| How to complete this task |
Each line of the data below holding the word "ABAZAR" must be copied.

| Supplied information |
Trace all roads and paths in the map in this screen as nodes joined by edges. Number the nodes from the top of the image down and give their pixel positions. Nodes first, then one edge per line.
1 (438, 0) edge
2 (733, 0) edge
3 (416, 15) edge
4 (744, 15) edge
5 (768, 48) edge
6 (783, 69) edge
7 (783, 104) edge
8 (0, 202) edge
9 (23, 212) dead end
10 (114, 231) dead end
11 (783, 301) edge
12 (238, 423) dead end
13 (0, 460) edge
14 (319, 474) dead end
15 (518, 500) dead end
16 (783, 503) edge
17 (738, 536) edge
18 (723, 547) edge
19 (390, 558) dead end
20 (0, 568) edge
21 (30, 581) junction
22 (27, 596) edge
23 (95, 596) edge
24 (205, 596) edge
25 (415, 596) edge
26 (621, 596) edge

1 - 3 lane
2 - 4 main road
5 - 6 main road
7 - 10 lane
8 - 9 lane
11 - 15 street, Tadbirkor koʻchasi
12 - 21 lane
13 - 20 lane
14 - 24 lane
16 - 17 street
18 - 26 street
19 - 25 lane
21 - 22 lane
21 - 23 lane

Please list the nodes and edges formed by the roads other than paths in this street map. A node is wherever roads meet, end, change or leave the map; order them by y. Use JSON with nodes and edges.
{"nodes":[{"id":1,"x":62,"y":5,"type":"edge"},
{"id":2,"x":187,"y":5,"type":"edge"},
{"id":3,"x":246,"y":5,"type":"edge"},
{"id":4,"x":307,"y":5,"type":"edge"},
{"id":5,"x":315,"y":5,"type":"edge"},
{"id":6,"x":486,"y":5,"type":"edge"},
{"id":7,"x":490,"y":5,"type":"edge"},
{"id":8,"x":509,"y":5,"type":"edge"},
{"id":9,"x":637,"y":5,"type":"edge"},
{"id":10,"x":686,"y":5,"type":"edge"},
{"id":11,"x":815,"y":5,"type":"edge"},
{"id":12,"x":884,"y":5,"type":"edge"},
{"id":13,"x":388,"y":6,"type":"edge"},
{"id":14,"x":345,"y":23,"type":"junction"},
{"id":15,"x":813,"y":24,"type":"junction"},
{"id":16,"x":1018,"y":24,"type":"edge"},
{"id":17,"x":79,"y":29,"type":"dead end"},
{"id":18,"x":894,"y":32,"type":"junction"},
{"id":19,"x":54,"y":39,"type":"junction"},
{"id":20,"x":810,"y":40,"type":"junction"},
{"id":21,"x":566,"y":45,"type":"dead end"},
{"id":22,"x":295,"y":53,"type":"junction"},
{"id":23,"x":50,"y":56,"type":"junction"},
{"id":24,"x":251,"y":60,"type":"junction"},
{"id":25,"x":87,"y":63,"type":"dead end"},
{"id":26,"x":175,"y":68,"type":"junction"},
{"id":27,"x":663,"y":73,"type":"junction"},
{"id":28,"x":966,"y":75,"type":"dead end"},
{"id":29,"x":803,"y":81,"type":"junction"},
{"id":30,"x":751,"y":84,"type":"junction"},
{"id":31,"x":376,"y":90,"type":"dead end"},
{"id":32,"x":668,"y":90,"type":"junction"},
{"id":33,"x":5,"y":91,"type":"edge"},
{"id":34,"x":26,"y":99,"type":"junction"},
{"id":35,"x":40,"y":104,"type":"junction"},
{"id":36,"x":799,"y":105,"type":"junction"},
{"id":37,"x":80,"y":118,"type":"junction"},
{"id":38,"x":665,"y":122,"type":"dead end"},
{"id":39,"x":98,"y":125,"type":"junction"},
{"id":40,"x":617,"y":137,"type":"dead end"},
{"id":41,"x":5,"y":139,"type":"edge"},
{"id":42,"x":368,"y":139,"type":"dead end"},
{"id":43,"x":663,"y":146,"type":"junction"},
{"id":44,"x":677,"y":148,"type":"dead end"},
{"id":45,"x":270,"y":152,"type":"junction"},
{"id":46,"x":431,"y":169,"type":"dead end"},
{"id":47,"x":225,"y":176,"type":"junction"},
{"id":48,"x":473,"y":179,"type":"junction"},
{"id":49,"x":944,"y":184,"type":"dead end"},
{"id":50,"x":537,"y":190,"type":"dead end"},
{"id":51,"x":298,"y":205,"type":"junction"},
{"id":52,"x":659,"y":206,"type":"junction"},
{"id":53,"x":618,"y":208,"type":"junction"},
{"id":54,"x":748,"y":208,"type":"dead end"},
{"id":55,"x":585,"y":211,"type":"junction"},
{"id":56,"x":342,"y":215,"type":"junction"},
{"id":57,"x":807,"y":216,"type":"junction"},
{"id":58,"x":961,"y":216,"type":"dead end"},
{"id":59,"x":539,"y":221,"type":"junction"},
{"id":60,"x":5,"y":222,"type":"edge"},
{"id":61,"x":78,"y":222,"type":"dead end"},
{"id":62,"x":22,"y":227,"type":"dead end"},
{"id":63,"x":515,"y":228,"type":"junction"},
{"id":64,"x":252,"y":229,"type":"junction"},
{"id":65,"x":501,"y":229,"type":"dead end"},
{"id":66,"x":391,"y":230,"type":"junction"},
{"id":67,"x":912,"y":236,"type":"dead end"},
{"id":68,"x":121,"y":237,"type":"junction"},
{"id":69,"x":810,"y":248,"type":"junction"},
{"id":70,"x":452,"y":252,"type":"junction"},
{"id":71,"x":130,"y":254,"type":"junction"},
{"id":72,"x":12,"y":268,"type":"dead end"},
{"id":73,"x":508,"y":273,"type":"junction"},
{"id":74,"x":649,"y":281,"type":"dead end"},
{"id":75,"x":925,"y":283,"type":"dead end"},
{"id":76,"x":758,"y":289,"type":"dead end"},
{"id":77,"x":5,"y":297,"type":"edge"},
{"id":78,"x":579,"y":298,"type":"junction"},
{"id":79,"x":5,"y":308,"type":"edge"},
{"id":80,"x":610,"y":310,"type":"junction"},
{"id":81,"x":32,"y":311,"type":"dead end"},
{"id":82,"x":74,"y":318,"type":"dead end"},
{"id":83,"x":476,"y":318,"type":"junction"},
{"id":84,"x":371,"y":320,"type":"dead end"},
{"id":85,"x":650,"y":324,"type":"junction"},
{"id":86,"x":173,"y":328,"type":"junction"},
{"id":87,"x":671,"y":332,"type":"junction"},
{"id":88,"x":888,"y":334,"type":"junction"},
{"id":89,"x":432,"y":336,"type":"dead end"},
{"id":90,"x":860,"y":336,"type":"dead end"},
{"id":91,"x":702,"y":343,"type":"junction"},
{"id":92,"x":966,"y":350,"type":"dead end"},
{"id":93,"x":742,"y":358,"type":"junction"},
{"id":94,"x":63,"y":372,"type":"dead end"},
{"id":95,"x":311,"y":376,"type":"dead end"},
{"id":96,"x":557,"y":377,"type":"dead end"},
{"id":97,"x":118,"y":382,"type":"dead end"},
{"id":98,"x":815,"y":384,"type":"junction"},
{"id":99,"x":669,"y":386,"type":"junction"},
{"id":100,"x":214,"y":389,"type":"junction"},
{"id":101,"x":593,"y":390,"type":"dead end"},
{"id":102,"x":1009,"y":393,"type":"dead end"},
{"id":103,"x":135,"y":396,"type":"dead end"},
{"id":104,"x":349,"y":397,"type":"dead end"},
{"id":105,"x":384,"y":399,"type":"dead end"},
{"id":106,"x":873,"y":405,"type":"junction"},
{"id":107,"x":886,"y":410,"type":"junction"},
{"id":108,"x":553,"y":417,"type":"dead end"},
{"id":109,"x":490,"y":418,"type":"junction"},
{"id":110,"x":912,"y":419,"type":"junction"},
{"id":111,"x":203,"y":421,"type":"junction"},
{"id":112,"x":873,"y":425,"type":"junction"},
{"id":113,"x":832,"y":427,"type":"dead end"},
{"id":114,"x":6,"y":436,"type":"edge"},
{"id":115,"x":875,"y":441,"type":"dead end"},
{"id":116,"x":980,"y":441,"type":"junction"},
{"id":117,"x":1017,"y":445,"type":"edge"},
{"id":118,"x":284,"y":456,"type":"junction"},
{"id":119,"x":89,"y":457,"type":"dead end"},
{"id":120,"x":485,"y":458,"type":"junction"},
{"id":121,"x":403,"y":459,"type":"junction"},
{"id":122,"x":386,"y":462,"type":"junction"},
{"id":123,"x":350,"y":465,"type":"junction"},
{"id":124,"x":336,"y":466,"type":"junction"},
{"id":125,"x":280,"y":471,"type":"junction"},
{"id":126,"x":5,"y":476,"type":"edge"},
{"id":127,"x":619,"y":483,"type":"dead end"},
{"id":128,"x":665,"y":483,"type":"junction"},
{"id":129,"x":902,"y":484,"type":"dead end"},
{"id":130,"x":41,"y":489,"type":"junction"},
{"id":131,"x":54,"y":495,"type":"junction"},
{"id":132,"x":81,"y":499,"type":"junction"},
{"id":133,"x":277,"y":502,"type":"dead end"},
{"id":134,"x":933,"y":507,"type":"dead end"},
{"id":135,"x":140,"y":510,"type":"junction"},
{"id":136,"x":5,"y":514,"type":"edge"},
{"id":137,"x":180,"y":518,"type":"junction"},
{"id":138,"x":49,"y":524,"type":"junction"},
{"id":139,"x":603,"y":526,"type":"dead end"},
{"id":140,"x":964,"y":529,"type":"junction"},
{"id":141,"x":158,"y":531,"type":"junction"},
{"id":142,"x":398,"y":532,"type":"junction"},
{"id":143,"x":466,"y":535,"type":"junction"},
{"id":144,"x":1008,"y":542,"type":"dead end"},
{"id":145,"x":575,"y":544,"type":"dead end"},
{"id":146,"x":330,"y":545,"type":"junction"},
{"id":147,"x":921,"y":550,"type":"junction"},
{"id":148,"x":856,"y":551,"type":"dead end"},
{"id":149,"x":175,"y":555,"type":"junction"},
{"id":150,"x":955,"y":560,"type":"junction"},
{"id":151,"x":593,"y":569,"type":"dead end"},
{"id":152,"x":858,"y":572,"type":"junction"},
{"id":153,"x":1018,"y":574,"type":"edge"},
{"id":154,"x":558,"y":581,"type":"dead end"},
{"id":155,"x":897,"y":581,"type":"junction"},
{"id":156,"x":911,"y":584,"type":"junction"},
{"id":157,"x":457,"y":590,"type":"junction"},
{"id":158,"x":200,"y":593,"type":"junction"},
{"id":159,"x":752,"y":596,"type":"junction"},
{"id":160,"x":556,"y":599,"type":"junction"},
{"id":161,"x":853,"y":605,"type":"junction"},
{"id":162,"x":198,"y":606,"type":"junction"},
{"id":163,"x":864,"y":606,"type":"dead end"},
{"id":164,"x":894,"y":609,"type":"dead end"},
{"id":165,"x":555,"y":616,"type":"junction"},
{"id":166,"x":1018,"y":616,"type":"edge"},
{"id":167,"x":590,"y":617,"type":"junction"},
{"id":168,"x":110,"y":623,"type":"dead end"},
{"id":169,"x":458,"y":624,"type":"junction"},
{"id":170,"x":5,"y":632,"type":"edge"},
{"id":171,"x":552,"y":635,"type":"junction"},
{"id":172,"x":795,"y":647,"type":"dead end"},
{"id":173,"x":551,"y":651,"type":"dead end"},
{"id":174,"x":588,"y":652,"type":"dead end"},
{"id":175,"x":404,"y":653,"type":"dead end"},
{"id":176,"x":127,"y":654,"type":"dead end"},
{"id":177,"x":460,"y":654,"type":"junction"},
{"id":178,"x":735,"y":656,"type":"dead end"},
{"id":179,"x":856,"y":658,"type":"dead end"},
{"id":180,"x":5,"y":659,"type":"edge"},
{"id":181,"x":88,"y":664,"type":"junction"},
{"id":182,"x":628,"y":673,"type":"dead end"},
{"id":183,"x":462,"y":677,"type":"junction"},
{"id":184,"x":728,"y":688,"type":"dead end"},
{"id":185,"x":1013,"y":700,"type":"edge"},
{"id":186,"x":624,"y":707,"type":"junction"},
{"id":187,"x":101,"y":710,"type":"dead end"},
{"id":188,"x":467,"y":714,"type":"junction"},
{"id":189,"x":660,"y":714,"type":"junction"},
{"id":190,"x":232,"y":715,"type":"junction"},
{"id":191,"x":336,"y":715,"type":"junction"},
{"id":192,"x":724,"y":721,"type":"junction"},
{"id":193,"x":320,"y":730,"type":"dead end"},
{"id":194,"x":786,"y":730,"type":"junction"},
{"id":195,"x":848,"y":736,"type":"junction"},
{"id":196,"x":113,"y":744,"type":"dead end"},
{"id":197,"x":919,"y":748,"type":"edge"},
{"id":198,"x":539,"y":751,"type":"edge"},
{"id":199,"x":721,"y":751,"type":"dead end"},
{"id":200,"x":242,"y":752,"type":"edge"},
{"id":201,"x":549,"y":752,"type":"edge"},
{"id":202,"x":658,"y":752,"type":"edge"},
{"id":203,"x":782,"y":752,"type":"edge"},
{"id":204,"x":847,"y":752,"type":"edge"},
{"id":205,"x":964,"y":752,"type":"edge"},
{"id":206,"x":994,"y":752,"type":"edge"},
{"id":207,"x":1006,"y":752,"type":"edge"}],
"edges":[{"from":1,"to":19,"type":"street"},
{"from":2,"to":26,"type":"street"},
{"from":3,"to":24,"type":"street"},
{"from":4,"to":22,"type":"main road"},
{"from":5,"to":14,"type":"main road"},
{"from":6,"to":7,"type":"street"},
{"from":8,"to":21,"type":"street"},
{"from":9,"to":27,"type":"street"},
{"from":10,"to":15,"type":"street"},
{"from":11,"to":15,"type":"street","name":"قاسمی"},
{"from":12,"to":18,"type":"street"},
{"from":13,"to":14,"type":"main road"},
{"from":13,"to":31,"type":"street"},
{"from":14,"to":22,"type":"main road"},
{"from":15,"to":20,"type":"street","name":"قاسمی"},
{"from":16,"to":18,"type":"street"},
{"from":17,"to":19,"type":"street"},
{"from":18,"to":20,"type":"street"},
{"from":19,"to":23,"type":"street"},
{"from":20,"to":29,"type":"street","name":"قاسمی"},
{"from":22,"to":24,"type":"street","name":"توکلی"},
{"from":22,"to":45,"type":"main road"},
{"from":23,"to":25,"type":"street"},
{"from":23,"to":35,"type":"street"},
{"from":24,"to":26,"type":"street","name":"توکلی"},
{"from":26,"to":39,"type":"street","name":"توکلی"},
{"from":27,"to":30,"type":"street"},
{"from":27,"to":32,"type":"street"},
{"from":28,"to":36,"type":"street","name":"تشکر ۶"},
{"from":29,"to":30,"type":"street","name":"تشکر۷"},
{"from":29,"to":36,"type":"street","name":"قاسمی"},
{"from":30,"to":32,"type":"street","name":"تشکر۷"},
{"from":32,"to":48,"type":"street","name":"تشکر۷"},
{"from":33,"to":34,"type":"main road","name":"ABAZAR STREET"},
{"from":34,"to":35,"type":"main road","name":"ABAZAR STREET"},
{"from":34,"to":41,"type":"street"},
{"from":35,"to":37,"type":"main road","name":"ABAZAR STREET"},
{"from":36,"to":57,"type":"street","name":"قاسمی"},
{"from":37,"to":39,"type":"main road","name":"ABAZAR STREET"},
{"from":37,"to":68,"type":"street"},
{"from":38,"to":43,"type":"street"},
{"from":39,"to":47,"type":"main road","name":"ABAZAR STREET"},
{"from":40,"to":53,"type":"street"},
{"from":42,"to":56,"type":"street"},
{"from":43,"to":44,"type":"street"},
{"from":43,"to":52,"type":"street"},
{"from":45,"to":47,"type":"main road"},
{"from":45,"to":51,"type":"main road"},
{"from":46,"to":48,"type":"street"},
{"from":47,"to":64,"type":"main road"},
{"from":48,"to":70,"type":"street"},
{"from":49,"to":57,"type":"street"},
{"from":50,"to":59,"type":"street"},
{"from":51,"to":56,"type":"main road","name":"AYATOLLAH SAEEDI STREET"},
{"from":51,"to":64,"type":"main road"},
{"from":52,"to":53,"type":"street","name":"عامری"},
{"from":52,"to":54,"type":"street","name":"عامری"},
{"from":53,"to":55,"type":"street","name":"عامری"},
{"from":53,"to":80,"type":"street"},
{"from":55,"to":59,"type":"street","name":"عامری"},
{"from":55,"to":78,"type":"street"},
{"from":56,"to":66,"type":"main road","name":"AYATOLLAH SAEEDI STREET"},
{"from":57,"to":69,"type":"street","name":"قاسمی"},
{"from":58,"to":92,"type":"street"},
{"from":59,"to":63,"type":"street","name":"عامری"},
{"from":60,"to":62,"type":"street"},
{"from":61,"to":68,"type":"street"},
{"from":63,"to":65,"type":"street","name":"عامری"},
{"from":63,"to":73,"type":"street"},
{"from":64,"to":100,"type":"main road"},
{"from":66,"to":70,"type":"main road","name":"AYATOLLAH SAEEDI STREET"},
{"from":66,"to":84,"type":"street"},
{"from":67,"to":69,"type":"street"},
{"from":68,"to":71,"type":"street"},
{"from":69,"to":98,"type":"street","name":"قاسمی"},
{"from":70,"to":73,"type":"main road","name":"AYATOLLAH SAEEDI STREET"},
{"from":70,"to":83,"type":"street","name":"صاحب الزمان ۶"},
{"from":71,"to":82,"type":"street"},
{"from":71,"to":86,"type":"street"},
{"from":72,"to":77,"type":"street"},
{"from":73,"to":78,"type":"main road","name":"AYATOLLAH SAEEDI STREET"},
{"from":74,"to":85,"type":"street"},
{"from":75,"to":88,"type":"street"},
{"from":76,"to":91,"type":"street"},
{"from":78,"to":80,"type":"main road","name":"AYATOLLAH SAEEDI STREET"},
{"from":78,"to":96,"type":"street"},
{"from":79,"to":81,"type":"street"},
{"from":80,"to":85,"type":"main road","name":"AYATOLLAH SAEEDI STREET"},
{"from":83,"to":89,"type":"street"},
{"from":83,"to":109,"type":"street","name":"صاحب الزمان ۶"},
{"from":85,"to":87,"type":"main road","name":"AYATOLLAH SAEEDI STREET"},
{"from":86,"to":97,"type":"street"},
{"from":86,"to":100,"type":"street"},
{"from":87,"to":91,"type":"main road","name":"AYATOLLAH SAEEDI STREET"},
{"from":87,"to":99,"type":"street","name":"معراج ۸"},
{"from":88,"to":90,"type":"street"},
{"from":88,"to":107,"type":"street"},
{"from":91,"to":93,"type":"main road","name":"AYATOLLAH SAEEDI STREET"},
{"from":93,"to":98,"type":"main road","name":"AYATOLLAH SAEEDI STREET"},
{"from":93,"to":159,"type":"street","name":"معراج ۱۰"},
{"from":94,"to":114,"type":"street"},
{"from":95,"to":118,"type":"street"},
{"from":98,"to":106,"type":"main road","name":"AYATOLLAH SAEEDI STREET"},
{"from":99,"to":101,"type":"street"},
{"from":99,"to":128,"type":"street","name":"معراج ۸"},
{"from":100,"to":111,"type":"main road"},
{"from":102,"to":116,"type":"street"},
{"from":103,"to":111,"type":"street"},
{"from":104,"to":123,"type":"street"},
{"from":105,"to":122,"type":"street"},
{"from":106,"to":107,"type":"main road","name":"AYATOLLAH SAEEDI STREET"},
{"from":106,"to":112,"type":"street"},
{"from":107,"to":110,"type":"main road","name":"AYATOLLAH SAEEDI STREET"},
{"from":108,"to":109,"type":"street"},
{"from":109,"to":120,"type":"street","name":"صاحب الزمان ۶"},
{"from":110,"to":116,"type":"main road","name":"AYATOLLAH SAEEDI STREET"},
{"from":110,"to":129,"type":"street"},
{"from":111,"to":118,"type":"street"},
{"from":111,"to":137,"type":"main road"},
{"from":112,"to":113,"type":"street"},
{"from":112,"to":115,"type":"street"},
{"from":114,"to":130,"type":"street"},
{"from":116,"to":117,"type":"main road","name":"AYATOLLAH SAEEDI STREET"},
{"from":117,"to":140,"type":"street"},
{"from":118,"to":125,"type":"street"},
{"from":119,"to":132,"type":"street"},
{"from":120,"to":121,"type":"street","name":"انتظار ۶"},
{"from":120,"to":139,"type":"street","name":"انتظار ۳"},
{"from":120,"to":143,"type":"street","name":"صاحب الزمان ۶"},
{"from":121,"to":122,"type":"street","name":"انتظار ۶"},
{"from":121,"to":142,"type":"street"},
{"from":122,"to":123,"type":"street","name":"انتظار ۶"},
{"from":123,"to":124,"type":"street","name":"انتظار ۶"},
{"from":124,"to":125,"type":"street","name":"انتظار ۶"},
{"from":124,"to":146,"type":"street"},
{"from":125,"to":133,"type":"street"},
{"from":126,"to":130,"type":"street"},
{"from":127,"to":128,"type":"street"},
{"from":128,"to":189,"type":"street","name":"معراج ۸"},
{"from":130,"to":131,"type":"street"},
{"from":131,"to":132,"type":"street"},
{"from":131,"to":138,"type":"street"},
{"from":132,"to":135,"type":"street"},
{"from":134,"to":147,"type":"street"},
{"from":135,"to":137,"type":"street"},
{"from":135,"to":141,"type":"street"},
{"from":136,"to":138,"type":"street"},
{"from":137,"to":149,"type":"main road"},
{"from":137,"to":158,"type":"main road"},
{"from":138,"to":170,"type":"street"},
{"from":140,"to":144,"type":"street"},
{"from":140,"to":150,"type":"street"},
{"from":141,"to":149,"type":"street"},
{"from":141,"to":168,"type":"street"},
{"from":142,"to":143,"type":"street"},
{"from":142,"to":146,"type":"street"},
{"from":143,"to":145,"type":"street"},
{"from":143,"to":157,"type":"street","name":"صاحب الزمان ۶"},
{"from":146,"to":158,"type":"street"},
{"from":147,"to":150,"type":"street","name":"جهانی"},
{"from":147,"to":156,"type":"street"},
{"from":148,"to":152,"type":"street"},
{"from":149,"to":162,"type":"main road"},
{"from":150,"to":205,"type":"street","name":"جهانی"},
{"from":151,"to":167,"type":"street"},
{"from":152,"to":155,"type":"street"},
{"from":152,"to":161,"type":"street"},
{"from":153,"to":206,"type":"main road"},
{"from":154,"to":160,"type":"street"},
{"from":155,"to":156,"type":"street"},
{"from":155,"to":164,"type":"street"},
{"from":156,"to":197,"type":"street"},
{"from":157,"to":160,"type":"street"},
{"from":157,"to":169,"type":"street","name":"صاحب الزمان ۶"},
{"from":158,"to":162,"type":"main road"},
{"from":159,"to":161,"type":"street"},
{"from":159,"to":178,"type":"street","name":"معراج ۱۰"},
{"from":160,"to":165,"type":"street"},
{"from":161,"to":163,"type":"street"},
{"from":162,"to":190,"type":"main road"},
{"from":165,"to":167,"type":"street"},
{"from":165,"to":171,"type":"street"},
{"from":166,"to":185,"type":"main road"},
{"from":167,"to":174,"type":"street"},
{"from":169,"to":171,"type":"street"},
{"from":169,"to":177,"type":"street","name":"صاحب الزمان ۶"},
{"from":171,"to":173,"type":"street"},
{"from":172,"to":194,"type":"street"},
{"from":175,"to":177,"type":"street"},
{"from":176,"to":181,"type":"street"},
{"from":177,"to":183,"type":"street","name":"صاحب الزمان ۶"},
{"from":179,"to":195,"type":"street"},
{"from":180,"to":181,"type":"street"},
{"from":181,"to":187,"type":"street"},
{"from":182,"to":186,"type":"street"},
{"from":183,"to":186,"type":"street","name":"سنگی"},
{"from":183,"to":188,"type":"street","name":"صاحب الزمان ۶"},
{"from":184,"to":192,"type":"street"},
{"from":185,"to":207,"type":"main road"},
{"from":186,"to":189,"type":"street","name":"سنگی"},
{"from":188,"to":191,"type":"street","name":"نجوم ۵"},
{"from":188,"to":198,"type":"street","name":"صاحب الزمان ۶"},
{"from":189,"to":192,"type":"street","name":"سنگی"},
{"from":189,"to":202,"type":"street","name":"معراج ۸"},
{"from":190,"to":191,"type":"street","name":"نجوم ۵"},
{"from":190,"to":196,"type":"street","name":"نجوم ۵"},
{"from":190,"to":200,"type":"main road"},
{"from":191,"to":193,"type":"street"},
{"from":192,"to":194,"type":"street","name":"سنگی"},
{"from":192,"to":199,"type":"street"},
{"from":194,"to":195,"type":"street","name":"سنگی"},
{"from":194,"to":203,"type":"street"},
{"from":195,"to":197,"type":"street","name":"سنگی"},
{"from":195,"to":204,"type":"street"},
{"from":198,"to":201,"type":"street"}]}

| Answer to this exercise |
{"from":33,"to":34,"type":"main road","name":"ABAZAR STREET"},
{"from":34,"to":35,"type":"main road","name":"ABAZAR STREET"},
{"from":35,"to":37,"type":"main road","name":"ABAZAR STREET"},
{"from":37,"to":39,"type":"main road","name":"ABAZAR STREET"},
{"from":39,"to":47,"type":"main road","name":"ABAZAR STREET"},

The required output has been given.